## Items from a data source
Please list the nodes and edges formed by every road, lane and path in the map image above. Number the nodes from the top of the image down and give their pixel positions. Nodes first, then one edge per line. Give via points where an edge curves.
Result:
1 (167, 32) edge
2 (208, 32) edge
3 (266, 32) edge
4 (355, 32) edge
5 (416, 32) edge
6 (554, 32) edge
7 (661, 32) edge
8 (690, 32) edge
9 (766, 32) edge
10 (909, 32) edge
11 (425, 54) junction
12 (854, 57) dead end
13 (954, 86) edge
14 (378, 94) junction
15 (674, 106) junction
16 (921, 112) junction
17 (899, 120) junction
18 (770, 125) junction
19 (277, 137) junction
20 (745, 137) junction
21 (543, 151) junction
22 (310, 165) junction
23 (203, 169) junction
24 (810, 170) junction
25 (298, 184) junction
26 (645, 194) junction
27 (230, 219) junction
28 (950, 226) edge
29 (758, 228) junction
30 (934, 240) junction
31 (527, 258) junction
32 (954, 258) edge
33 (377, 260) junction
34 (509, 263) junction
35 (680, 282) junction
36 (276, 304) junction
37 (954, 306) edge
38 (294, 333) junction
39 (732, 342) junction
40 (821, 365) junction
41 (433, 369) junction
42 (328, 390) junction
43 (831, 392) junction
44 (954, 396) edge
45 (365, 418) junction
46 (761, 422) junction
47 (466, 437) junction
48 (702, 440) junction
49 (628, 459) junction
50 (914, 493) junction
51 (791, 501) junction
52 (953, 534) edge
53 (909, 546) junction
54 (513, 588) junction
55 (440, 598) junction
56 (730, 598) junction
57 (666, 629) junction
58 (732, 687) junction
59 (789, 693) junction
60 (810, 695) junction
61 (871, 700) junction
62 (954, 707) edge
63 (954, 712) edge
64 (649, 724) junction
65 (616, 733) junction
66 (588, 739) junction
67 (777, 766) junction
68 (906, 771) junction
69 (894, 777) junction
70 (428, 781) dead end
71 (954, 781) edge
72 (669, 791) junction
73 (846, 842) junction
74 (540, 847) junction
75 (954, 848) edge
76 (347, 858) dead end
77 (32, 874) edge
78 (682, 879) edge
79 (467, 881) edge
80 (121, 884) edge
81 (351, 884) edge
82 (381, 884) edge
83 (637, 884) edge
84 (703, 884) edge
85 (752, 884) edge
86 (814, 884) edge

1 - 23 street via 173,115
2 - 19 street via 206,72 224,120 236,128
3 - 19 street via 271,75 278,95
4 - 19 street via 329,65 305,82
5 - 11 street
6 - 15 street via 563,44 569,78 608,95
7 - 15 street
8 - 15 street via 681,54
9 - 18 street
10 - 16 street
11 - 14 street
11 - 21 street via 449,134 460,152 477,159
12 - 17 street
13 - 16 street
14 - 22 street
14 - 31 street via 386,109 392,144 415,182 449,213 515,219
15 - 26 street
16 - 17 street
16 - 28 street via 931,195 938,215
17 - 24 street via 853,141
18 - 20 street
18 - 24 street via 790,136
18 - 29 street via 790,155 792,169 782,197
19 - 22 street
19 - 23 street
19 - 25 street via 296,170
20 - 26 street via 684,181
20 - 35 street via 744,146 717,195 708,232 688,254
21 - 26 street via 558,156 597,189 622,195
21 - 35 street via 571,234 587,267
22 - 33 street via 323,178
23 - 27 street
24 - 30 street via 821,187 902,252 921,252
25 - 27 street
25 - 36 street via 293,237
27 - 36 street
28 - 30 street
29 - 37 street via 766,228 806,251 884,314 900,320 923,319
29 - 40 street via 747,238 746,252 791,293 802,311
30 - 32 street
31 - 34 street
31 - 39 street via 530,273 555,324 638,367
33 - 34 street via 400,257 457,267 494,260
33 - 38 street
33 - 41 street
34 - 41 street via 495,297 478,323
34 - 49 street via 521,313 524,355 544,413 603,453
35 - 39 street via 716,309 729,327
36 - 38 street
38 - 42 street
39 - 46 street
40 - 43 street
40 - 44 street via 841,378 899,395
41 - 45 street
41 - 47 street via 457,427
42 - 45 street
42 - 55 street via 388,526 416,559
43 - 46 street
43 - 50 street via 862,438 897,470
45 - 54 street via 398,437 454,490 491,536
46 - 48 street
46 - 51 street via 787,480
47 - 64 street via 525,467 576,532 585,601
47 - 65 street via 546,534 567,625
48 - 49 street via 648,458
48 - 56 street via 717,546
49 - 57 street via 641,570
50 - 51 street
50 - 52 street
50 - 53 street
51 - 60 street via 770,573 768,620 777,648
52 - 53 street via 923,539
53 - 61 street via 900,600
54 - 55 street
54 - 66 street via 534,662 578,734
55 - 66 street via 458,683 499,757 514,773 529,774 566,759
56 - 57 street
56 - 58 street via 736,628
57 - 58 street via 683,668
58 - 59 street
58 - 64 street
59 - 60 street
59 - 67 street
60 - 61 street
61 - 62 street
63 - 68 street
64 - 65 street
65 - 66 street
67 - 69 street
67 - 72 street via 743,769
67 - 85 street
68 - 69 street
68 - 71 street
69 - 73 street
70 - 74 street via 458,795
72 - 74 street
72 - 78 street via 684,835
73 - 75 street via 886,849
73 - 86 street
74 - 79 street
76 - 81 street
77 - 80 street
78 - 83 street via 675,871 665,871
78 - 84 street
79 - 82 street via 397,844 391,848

## YOUR TASK
The answer should reproduce all of the data without any alteration.

## RESULT BELOW
Please list the nodes and edges formed by every road, lane and path in the map image above. Number the nodes from the top of the image down and give their pixel positions. Nodes first, then one edge per line. Give via points where an edge curves.
Result:
1 (167, 32) edge
2 (208, 32) edge
3 (266, 32) edge
4 (355, 32) edge
5 (416, 32) edge
6 (554, 32) edge
7 (661, 32) edge
8 (690, 32) edge
9 (766, 32) edge
10 (909, 32) edge
11 (425, 54) junction
12 (854, 57) dead end
13 (954, 86) edge
14 (378, 94) junction
15 (674, 106) junction
16 (921, 112) junction
17 (899, 120) junction
18 (770, 125) junction
19 (277, 137) junction
20 (745, 137) junction
21 (543, 151) junction
22 (310, 165) junction
23 (203, 169) junction
24 (810, 170) junction
25 (298, 184) junction
26 (645, 194) junction
27 (230, 219) junction
28 (950, 226) edge
29 (758, 228) junction
30 (934, 240) junction
31 (527, 258) junction
32 (954, 258) edge
33 (377, 260) junction
34 (509, 263) junction
35 (680, 282) junction
36 (276, 304) junction
37 (954, 306) edge
38 (294, 333) junction
39 (732, 342) junction
40 (821, 365) junction
41 (433, 369) junction
42 (328, 390) junction
43 (831, 392) junction
44 (954, 396) edge
45 (365, 418) junction
46 (761, 422) junction
47 (466, 437) junction
48 (702, 440) junction
49 (628, 459) junction
50 (914, 493) junction
51 (791, 501) junction
52 (953, 534) edge
53 (909, 546) junction
54 (513, 588) junction
55 (440, 598) junction
56 (730, 598) junction
57 (666, 629) junction
58 (732, 687) junction
59 (789, 693) junction
60 (810, 695) junction
61 (871, 700) junction
62 (954, 707) edge
63 (954, 712) edge
64 (649, 724) junction
65 (616, 733) junction
66 (588, 739) junction
67 (777, 766) junction
68 (906, 771) junction
69 (894, 777) junction
70 (428, 781) dead end
71 (954, 781) edge
72 (669, 791) junction
73 (846, 842) junction
74 (540, 847) junction
75 (954, 848) edge
76 (347, 858) dead end
77 (32, 874) edge
78 (682, 879) edge
79 (467, 881) edge
80 (121, 884) edge
81 (351, 884) edge
82 (381, 884) edge
83 (637, 884) edge
84 (703, 884) edge
85 (752, 884) edge
86 (814, 884) edge

1 - 23 street via 173,115
2 - 19 street via 206,72 224,120 236,128
3 - 19 street via 271,75 278,95
4 - 19 street via 329,65 305,82
5 - 11 street
6 - 15 street via 563,44 569,78 608,95
7 - 15 street
8 - 15 street via 681,54
9 - 18 street
10 - 16 street
11 - 14 street
11 - 21 street via 449,134 460,152 477,159
12 - 17 street
13 - 16 street
14 - 22 street
14 - 31 street via 386,109 392,144 415,182 449,213 515,219
15 - 26 street
16 - 17 street
16 - 28 street via 931,195 938,215
17 - 24 street via 853,141
18 - 20 street
18 - 24 street via 790,136
18 - 29 street via 790,155 792,169 782,197
19 - 22 street
19 - 23 street
19 - 25 street via 296,170
20 - 26 street via 684,181
20 - 35 street via 744,146 717,195 708,232 688,254
21 - 26 street via 558,156 597,189 622,195
21 - 35 street via 571,234 587,267
22 - 33 street via 323,178
23 - 27 street
24 - 30 street via 821,187 902,252 921,252
25 - 27 street
25 - 36 street via 293,237
27 - 36 street
28 - 30 street
29 - 37 street via 766,228 806,251 884,314 900,320 923,319
29 - 40 street via 747,238 746,252 791,293 802,311
30 - 32 street
31 - 34 street
31 - 39 street via 530,273 555,324 638,367
33 - 34 street via 400,257 457,267 494,260
33 - 38 street
33 - 41 street
34 - 41 street via 495,297 478,323
34 - 49 street via 521,313 524,355 544,413 603,453
35 - 39 street via 716,309 729,327
36 - 38 street
38 - 42 street
39 - 46 street
40 - 43 street
40 - 44 street via 841,378 899,395
41 - 45 street
41 - 47 street via 457,427
42 - 45 street
42 - 55 street via 388,526 416,559
43 - 46 street
43 - 50 street via 862,438 897,470
45 - 54 street via 398,437 454,490 491,536
46 - 48 street
46 - 51 street via 787,480
47 - 64 street via 525,467 576,532 585,601
47 - 65 street via 546,534 567,625
48 - 49 street via 648,458
48 - 56 street via 717,546
49 - 57 street via 641,570
50 - 51 street
50 - 52 street
50 - 53 street
51 - 60 street via 770,573 768,620 777,648
52 - 53 street via 923,539
53 - 61 street via 900,600
54 - 55 street
54 - 66 street via 534,662 578,734
55 - 66 street via 458,683 499,757 514,773 529,774 566,759
56 - 57 street
56 - 58 street via 736,628
57 - 58 street via 683,668
58 - 59 street
58 - 64 street
59 - 60 street
59 - 67 street
60 - 61 street
61 - 62 street
63 - 68 street
64 - 65 street
65 - 66 street
67 - 69 street
67 - 72 street via 743,769
67 - 85 street
68 - 69 street
68 - 71 street
69 - 73 street
70 - 74 street via 458,795
72 - 74 street
72 - 78 street via 684,835
73 - 75 street via 886,849
73 - 86 street
74 - 79 street
76 - 81 street
77 - 80 street
78 - 83 street via 675,871 665,871
78 - 84 street
79 - 82 street via 397,844 391,848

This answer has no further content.